O cancro do ovário golpeia 22.000 mulheres calculadas anualmente. Seus sintomas são não específicos e incluem a inchação, a dor pélvica e freqüentemente o sentimento da necessidade de urinar. A maioria de mulheres não são diagnosticadas até que o cancro espalhe, conduzindo a uma taxa de sobrevivência de cinco anos deficiente de 43 por cento.

As mulheres com cancro do ovário no estudo não tinham conhecido os antecedentes familiares do peito ou o cancro do ovário ou as síndromes raras do cancro, que podem aumentar as probabilidades de desenvolver tumores ovarianos. As mulheres variaram na idade de 26 a 89, e 90 por cento eram caucasianos.

Os pesquisadores, incluindo a universidade primeira de Washington são o autor de Krishna Kanchi, Kimberly Johnson, PhD, e Charles Lu, PhD, executou uma análise genética do seu próprio ADN de cada mulher do tumor e, tomada de uma amostra da pele. Comparando as seqüências genéticas de lado a lado, identificaram as mutações adquiridas em amostras individuais do tumor. Além, comparando as amostras do ADN dos pacientes com o ADN de 557 mulheres que não estiveram com o cancro do ovário e servido como controles, os pesquisadores encontrados herdaram mutações.

Em tudo, os cientistas identificaram 222 herdaram as variações genéticas que aumentam o risco de cancro do ovário. Alguns ocorreram nos genes já conhecidos para ser associado com uma predisposição genética ao cancro do ovário, tal como BRCA1 e BRCA2, quando outro ocorreram nos genes que foram ligados nunca à doença.

As mutações herdadas identificadas como parte do estudo envolveram as mudanças genéticas principais onde os grandes pedaços das seqüências da proteína-codificação foram truncados, ou encurtado, interrompendo a função das proteínas chaves tais como aquelas que mantêm normalmente a divisão de pilha em erros da verificação ou do reparo no ADN. Os cientistas igualmente estão trabalhando para desenvolver aproximações experimentais novas para verificar para fora ou ordenar se outro, mudanças que genéticas herdadas menores descobriram está ligado igualmente à revelação do cancro do ovário.
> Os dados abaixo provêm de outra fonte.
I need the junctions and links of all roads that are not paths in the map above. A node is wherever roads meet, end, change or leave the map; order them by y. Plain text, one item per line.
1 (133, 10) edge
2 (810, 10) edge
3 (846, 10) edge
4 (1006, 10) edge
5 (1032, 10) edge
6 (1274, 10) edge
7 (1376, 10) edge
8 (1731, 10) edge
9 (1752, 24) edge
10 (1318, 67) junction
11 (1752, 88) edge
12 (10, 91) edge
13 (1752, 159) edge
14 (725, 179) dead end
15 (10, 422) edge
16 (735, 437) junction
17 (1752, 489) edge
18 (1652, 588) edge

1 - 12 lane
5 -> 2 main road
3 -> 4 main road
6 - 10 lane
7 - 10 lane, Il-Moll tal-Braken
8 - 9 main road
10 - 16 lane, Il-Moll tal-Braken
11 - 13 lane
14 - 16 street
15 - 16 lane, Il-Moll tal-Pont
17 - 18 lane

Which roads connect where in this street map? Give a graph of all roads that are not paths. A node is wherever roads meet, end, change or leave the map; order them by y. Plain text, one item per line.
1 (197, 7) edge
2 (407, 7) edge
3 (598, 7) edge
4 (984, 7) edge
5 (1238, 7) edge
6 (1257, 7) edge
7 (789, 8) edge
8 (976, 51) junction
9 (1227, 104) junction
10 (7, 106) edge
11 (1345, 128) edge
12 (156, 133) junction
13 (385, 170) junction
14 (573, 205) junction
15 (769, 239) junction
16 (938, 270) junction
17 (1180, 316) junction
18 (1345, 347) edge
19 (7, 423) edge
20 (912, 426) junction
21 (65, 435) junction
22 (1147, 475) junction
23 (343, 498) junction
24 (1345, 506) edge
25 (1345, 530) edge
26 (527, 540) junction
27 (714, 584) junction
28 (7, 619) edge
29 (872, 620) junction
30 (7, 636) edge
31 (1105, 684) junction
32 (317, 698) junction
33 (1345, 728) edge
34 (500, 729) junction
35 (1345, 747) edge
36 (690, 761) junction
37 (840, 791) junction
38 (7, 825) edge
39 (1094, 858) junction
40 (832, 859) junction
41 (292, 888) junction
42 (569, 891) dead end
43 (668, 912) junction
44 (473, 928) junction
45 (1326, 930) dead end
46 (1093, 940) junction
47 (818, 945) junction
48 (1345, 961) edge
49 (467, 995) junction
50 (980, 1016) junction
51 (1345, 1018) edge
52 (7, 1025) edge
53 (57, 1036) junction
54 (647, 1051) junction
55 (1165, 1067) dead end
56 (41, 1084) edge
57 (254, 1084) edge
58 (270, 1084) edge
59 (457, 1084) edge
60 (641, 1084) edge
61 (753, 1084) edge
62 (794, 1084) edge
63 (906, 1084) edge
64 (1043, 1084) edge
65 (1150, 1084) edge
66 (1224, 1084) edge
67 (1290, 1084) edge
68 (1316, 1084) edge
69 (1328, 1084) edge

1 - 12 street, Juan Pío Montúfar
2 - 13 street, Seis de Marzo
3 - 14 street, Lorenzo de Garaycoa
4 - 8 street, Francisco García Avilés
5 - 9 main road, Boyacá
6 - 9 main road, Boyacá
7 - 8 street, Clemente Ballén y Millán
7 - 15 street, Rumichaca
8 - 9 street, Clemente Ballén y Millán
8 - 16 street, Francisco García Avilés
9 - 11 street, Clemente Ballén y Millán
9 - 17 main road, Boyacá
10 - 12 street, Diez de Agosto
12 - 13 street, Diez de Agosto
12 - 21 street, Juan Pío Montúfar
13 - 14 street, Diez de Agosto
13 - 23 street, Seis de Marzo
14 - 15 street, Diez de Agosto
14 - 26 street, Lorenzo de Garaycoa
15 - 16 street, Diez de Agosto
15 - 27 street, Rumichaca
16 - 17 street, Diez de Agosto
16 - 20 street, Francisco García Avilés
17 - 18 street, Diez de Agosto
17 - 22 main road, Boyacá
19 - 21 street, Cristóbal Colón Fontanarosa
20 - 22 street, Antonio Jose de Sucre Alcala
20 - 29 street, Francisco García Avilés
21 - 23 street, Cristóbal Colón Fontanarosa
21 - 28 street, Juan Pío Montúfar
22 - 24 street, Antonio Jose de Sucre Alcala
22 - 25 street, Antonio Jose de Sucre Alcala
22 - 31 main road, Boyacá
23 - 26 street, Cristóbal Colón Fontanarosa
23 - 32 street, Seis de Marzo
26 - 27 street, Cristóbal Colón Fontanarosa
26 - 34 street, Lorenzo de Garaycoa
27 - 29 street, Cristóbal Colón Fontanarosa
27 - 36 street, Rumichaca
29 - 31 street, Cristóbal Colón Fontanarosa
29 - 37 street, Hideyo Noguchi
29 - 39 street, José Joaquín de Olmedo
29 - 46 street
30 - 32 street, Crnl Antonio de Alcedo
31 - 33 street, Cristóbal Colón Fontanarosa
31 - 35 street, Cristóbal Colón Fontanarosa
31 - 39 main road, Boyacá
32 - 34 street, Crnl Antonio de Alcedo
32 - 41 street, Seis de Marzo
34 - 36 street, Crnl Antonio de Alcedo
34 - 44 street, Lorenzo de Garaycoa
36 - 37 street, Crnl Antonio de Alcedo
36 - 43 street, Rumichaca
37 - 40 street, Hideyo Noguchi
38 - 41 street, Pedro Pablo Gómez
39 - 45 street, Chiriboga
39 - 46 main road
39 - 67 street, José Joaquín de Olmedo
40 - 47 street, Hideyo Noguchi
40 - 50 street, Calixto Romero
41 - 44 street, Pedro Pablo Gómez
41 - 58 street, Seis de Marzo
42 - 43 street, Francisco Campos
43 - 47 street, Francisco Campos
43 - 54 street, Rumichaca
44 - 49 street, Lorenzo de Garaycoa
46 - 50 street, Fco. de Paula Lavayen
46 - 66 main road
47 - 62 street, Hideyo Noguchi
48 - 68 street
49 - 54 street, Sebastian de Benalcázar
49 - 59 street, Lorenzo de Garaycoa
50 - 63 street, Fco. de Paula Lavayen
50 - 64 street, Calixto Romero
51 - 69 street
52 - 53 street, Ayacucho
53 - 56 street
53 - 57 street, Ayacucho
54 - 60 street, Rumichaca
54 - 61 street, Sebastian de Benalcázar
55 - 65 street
“Com mais pesquisa, nós esperamos encontrar mutações adicionais ligadas ao cancro do ovário hereditário,” Ding disse. “Assim, 20 por cento são uma avaliação conservadora.”
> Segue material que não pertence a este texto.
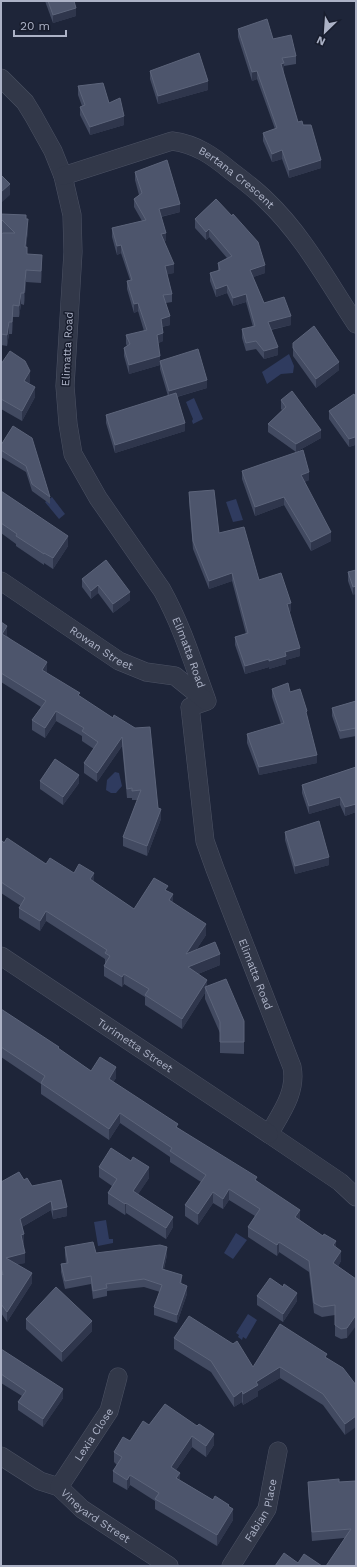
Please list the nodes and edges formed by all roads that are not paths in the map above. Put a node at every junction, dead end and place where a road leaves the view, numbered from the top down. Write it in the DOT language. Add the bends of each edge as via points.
graph roads {
  1 [pos="1,78"];
  2 [pos="63,176"];
  3 [pos="356,324"];
  4 [pos="1,581"];
  5 [pos="207,701"];
  6 [pos="1,956"];
  7 [pos="269,1134"];
  8 [pos="356,1197"];
  9 [pos="118,1377"];
  10 [pos="278,1451"];
  11 [pos="1,1456"];
  12 [pos="59,1487"];
  13 [pos="169,1566"];
  14 [pos="232,1566"];
  1 -- 2 [label="street, Elimatta Road" via="25,102 53,151"];
  2 -- 3 [label="street, Bertana Crescent" via="172,141 195,146 248,183 283,218 307,249"];
  2 -- 5 [label="street, Elimatta Road" via="72,215 73,234 65,386 73,454 98,498 171,606"];
  4 -- 5 [label="street, Rowan Street" via="119,661 146,672 175,676"];
  5 -- 7 [label="street, Elimatta Road" via="190,707 205,841 294,1077 290,1098"];
  6 -- 7 [label="street, Turimetta Street"];
  7 -- 8 [label="street" via="340,1182"];
  9 -- 12 [label="street, Lexia Close" via="109,1411"];
  10 -- 14 [label="street, Fabian Place" via="268,1509"];
  11 -- 12 [label="street, Vineyard Street" via="40,1481"];
  12 -- 13 [label="street, Vineyard Street" via="82,1509"];
}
Vinte por cento das mulheres com cancro do ovário no estudo tinham herdado mutações em um caminho crítico dos genes associados com a anemia de Fanconi, uma doença rara, hereditária da medula. Os genes neste caminho são envolvidos no reparo do ADN e foram ligados a determinados cancros, incluindo o peito e tumores ovarianos.

Surpreendentemente, os pesquisadores encontraram que 37 por cento das mulheres com cancro do ovário tinham herdado ou mutações adquiridas no caminho da anemia de Fanconi, um número muito alto que indicasse seu papel significativo na revelação da doença, Ding disse. As mulheres com mutações herdadas neste caminho igualmente eram mais prováveis ser diagnosticadas com cancro do ovário em uma idade mais nova, as mostras da pesquisa.
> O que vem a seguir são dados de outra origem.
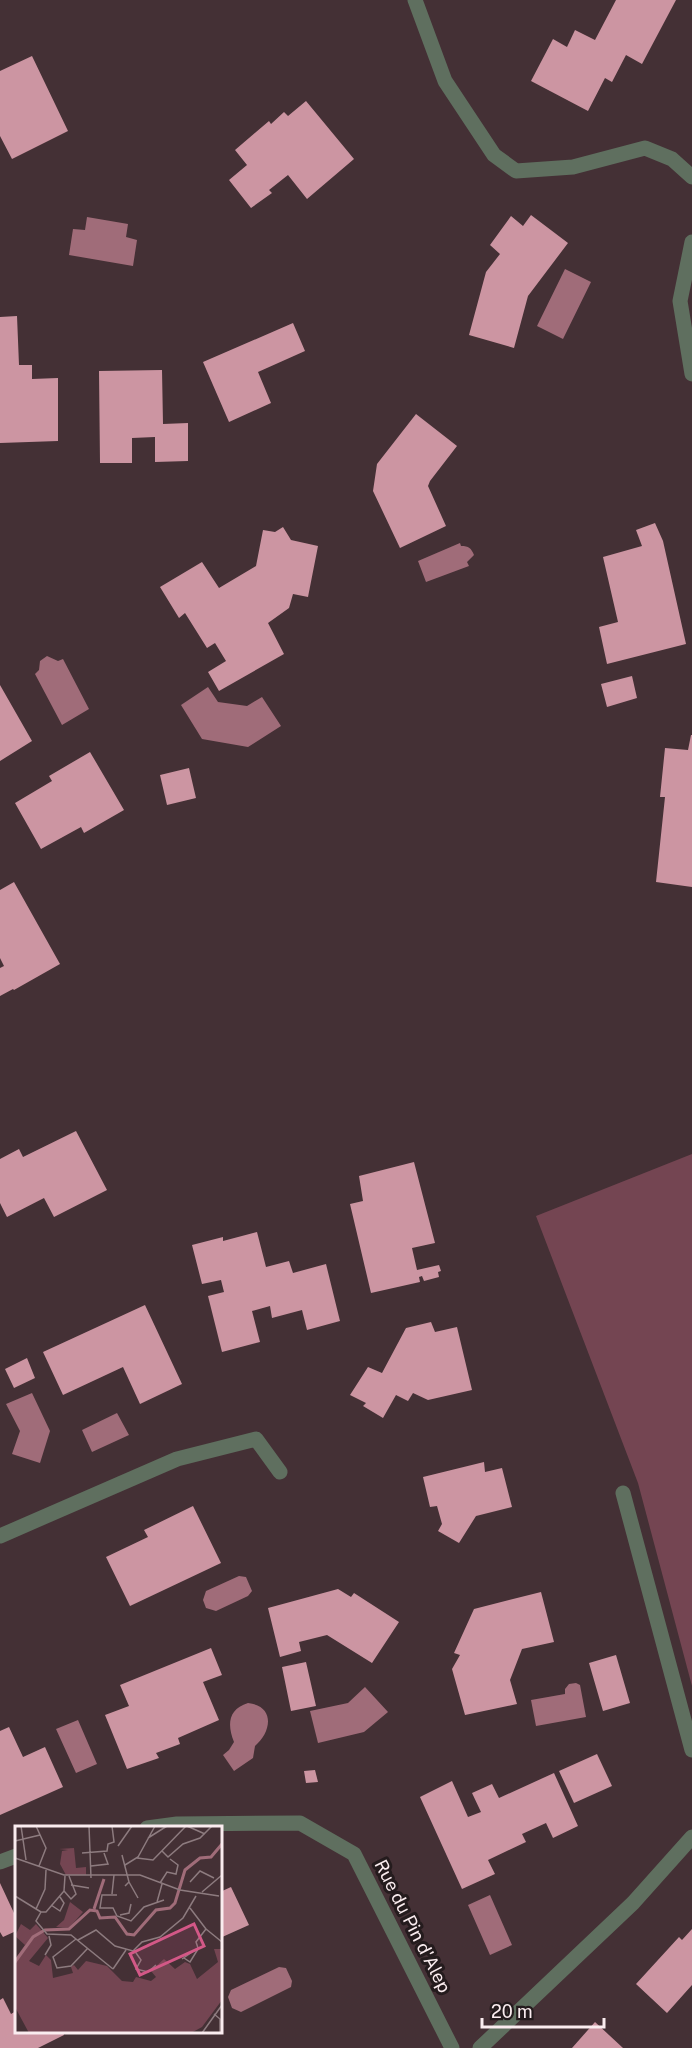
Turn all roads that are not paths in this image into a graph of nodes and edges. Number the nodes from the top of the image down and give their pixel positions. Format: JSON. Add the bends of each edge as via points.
{"nodes":[{"id":1,"x":415,"y":0,"type":"edge"},
{"id":2,"x":692,"y":177,"type":"edge"},
{"id":3,"x":692,"y":242,"type":"edge"},
{"id":4,"x":692,"y":374,"type":"edge"},
{"id":5,"x":280,"y":1472,"type":"dead end"},
{"id":6,"x":623,"y":1493,"type":"dead end"},
{"id":7,"x":0,"y":1536,"type":"edge"},
{"id":8,"x":692,"y":1750,"type":"edge"},
{"id":9,"x":157,"y":1826,"type":"edge"},
{"id":10,"x":692,"y":1837,"type":"edge"},
{"id":11,"x":15,"y":1856,"type":"edge"},
{"id":12,"x":0,"y":1862,"type":"edge"},
{"id":13,"x":452,"y":2048,"type":"edge"},
{"id":14,"x":480,"y":2048,"type":"edge"}],
"edges":[{"from":1,"to":2,"type":"street","via":[[446,81],[494,154],[516,171],[573,167],[645,148],[672,159]]},
{"from":3,"to":4,"type":"street","via":[[680,302]]},
{"from":5,"to":7,"type":"street","via":[[256,1439],[177,1459]]},
{"from":6,"to":8,"type":"street"},
{"from":9,"to":13,"type":"street","name":"Rue du Pin d'Alep","via":[[300,1823],[354,1854]]},
{"from":10,"to":14,"type":"street","via":[[633,1903]]},
{"from":11,"to":12,"type":"street"}]}
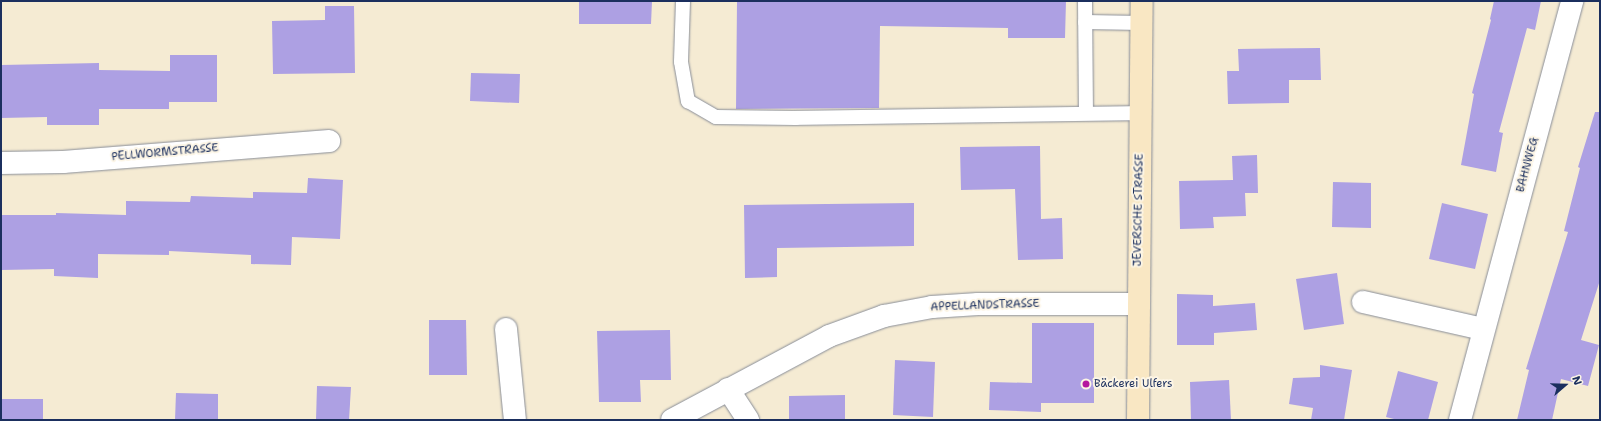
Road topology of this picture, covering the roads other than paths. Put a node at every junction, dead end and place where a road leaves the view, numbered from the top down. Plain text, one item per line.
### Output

Muita genómica do cancro focalizou em mutações herdadas ou naquelas adquiridas durante a vida de uma pessoa, chamada mutações somáticas. Contudo, pesquise que envolve arranjar em seqüência o tumor e amostras normais dos mesmos pacientes, como neste estudo, dá a cientistas a oportunidade de integrar dados genéticos para ver como herdado e as mutações somáticas cooperam para causar o cancro.

“Nós podemos agora obter uma imagem mais completa da maneira que o cancro desenvolve em um paciente particular,” Ding disse. “Mais estudos são necessários, mas nossos resultados poderiam ter implicações importantes para melhores estratégias tornando-se da selecção para o cancro do ovário e detecção atempada do melhoramento.”